The country is scheduled to hold a presidential election in 2024, but concerns about the fairness and transparency of the electoral process persist amid a repressive political climate.

Meanwhile, the United States – a staunch supporter of Guaido – has softened its stance toward Caracas in light of regional turmoil caused by a surge of Venezuelan refugees and inflation.

In a significant policy shift, the US government announced the resumption of deportations of Venezuelans directly to Venezuela in an effort to address the record number of border crossings at the US-Mexico border.

Guaido has called this move part of Maduro’s strategy to gain international recognition as Venezuela’s head of state. At the same time, he says that addressing the root causes of migration, such as restoring democracy in Venezuela, is essential to resolving the migration crisis.


Deconstructing an Icon

The cowboy is an iconic image often associated with the American West.

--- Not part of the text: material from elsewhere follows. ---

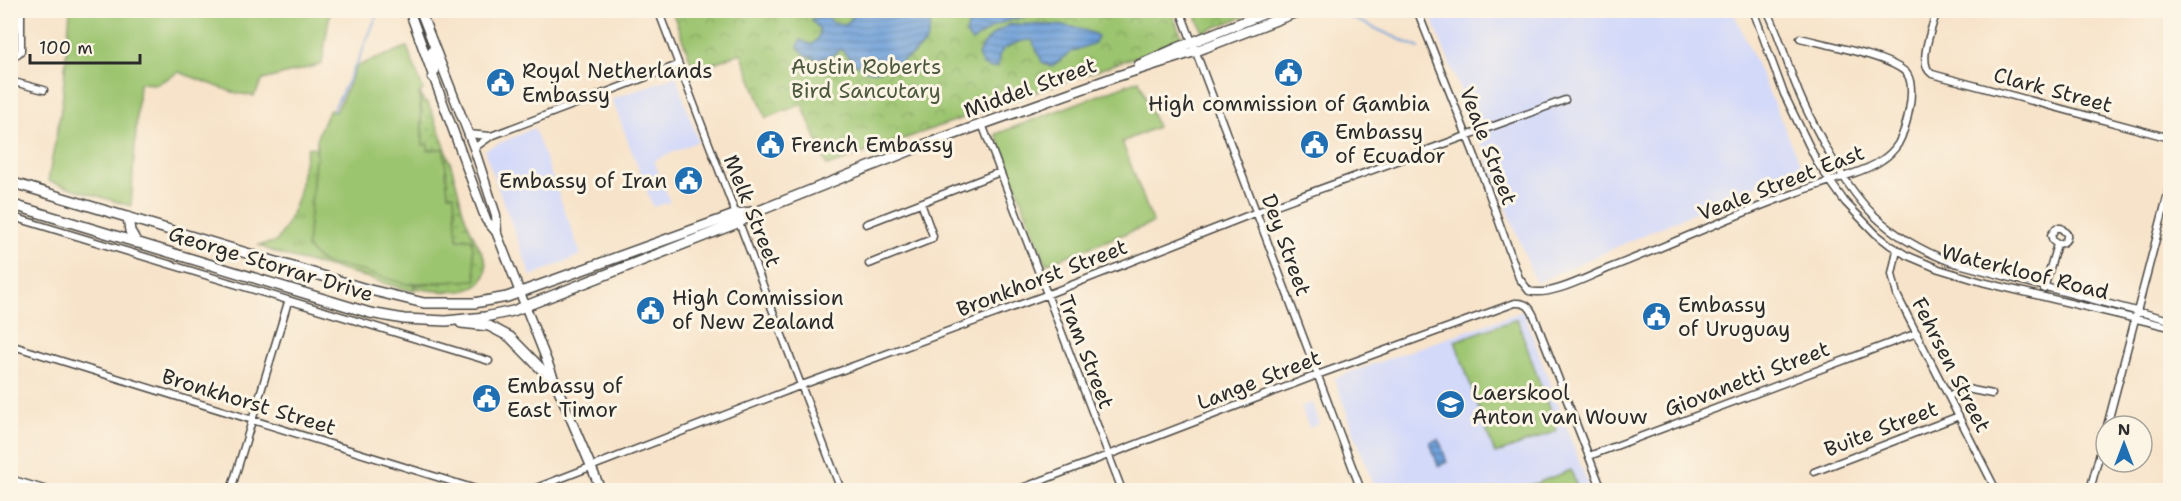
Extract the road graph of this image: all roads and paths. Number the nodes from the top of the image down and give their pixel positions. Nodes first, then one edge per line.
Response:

But new research shows that the first cowboys lived in other regions, such as Mexico and the Caribbean, and a significant number of them were of African descent, according to Science Magazine.

To arrive at this conclusion, scientists analyzed DNA from approximately 400-year-old cow bones excavated from sites in Mexico and Hispaniola island. One key finding is the presence of African cattle DNA in a bone sample from Mexico City dating back to the early 1600s.

The research team explained that the discovery challenges previous assumptions that all cattle in the early colonial period were of European origin. It suggests that colonizers intentionally introduced African cattle to adapt to the tropical climates of the Caribbean and Mexico.

But this arrival of African cattle also coincides with the transatlantic slave trade: Co-author Nicolas Delsol said that Spanish and Portuguese ranchers in the New World “needed trained, skilled workers, and African ranchers were more knowledgeable about raising cattle in tropical environments.”

He added that the Indigenous populations of the Americas had little experience with large, domesticated animals, such as cows.

Historical records from the early 1600s indicate that slave traders were targeting African groups with expertise in cattle herding, such as the Fulani from modern-day Cameroon.

Other researchers hope that the study will help shift the misconception of the origins of the cowboy, while also underscoring the significant contributions of enslaved Africans, who also introduced innovative techniques, such as herding cattle from horseback and using lassos.